▸ About this exercise
Please report how many lines of the listing contain the string "Crescent", giving the number only.

▸ Source material
= = = =

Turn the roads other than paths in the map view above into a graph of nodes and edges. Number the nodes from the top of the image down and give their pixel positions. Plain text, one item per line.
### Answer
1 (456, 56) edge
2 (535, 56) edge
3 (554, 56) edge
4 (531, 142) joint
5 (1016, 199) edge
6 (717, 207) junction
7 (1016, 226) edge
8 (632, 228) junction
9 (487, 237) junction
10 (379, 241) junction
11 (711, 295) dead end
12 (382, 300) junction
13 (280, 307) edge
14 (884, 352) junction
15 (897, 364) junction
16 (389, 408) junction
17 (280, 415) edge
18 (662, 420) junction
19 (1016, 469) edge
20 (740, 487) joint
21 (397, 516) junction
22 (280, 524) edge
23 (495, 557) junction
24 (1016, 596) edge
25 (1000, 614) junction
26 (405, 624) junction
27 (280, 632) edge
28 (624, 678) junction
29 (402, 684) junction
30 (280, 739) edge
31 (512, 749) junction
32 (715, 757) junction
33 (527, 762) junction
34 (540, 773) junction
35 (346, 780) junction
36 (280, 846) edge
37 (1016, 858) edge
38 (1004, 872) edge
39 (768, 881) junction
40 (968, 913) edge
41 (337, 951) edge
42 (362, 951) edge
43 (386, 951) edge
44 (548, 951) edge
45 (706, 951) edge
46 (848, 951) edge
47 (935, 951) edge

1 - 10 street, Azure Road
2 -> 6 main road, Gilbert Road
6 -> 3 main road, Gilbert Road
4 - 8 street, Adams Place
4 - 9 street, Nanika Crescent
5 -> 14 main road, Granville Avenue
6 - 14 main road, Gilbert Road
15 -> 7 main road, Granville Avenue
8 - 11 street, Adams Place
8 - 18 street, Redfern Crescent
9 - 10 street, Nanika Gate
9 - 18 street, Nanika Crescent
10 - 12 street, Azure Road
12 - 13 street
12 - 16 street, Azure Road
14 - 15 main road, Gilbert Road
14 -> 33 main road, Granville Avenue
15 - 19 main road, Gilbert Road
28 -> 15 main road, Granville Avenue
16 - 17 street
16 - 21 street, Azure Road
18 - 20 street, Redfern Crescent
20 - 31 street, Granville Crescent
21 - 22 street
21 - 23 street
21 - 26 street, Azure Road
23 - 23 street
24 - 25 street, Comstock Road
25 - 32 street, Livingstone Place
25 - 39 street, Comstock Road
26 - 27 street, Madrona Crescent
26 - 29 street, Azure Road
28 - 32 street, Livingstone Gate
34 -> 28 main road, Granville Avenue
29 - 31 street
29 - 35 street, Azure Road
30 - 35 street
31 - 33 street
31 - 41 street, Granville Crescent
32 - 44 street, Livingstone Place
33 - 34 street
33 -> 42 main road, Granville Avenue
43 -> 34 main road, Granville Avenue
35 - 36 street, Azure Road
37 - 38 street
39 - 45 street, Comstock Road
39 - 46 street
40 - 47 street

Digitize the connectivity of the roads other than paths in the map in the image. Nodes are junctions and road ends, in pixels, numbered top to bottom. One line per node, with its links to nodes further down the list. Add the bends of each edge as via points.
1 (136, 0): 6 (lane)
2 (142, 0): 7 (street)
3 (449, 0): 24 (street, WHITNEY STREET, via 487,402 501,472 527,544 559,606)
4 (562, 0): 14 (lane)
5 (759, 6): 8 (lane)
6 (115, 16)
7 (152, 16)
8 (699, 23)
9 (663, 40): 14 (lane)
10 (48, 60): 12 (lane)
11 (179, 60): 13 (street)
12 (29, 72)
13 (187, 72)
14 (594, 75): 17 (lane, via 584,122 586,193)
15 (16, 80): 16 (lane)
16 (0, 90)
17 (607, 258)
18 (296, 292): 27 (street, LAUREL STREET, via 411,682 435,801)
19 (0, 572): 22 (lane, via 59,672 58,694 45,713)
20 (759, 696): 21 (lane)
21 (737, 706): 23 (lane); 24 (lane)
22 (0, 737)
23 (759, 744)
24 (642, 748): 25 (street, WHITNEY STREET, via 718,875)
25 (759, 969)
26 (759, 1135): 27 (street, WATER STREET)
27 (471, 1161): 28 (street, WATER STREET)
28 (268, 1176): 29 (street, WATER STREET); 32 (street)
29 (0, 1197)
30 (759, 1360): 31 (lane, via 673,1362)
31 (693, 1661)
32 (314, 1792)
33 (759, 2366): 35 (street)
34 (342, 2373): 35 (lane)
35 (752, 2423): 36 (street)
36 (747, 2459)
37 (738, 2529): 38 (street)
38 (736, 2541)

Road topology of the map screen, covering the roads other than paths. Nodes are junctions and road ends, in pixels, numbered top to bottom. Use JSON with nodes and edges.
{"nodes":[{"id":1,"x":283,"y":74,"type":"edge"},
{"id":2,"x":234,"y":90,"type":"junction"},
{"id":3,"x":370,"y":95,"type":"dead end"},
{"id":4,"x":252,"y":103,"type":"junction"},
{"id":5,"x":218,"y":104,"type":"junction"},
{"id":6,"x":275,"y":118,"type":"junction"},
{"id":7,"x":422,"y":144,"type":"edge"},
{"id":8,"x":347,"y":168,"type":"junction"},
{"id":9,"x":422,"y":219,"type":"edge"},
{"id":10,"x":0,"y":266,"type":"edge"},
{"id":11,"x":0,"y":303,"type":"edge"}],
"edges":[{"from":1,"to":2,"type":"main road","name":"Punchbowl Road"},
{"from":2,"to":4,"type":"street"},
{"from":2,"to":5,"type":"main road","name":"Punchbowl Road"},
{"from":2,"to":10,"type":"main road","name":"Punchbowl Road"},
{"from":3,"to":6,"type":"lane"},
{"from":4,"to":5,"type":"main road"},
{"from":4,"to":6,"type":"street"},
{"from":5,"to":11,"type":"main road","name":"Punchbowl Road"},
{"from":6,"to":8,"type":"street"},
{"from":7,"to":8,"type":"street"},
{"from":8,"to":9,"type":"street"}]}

= = = =

▸ Result of the task
7